Spinach is tolerant to most pests and diseases, especially when grown in an organic garden. However, spinach crops growing in very damp conditions can be susceptible to plant diseases such as blue mold, downy mildew, and fusarium wilt. To prevent such problems, thin your plants to avoid overcrowding, and harvest the bottom leaves regularly. It’s also best to water your spinach in the morning, preferably from below, using a drip irrigation system or soaker hose.

Common spinach pests include aphids and leaf miners. Aphids are easy to get rid of by hosing down the plants and applying an insecticidal soap solution. For leaf miners, prune the damaged leaves, and if the whole plant is infected, simply pull it out and discard it. You can also use insecticidal sprays such as Spinosad if you’re dealing with severe infestations, but keep in mind that this will also harm beneficial insects such as ladybirds and bees.

Companion Planting With Spinach

One of the best spinach companion plants are beans and peas. Both these crops help fix nitrogen in the soil. If you plant spinach in the early spring, you should be done harvesting it by the time beans and peas grow tall enough to shade it. After you’ve harvested your legumes in early fall, they will leave behind nitrogen-enriched soil, perfect for sowing a late-season spinach crop.

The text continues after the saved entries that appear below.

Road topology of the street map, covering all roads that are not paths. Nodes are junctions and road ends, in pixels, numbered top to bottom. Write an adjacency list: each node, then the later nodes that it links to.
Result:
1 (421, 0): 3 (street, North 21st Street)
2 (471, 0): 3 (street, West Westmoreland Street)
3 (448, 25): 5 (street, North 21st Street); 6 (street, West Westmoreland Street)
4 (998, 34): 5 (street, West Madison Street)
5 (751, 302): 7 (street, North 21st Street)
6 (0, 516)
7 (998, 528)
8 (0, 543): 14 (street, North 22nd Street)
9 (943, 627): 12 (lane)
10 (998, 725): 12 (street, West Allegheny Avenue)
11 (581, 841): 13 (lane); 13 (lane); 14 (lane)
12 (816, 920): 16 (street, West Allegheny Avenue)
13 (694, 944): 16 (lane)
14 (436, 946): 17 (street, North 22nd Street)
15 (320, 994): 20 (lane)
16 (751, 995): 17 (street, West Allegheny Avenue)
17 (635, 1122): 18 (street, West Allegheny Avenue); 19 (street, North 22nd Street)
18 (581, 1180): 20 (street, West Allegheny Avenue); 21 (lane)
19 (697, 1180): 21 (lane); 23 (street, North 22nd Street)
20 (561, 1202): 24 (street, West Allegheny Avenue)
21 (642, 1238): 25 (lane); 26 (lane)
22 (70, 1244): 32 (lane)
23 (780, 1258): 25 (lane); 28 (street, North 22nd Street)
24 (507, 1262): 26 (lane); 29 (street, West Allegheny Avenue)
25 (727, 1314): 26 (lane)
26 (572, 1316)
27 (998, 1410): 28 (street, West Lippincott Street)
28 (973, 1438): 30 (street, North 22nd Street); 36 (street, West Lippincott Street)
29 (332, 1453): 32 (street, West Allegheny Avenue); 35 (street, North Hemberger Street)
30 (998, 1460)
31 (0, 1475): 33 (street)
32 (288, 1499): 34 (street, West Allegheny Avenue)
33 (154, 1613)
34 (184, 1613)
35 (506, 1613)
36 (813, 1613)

You can also grow spinach together with onions, garlic, tomatoes, eggplants, cauliflower, broccoli, melons, cucumbers, and carrots. Radishes, orache, and lettuce are also great picks, as they have the same growing requirements as spinach, and can be harvested around the same time. If you want to deter pests, nasturtium is a wonderful companion plant for spinach, efficiently keeping it safe from aphids.

Spinach harvested

How to Grow Spinach Indoors

Spinach is easy to grow in pots. Also, when grown indoors, it’s easier to keep it safe from pests, and you can even enjoy fresh, homegrown spinach in the height of summer. The best varieties to grow for indoor spinach crops are smooth-leaf ones, which mature faster and don’t take up too much space.

To grow spinach in containers, sow seeds 2 inches apart (5 cm) in a quality potting mix, and put the container in a spot where it receives at least 6 hours of natural light. Keep the soil moist and thin the spinach seedlings when they are a week old. Plants should be ready for harvesting 40 to 45 days after sowing.

How to Grow Spinach Without Seeds

The only way to grow spinach without seeds is using the cut-and-come-again method on an established spinach plant. As you harvest, pick as many of the mature leaves as you can, but leave a few of the younger leaves in the center or the crown. Care for the plant as usual, and your spinach will continue to grow.

Growing spinach doesn’t take a lot of gardening know-how. Once you know the basics, you’ll find this an easy-to-grow vegetable that will keep your green fingers busy throughout spring and fall. So now that you know how spinach is grown, it’s time to grab a seed packet and a shovel and start planting your own.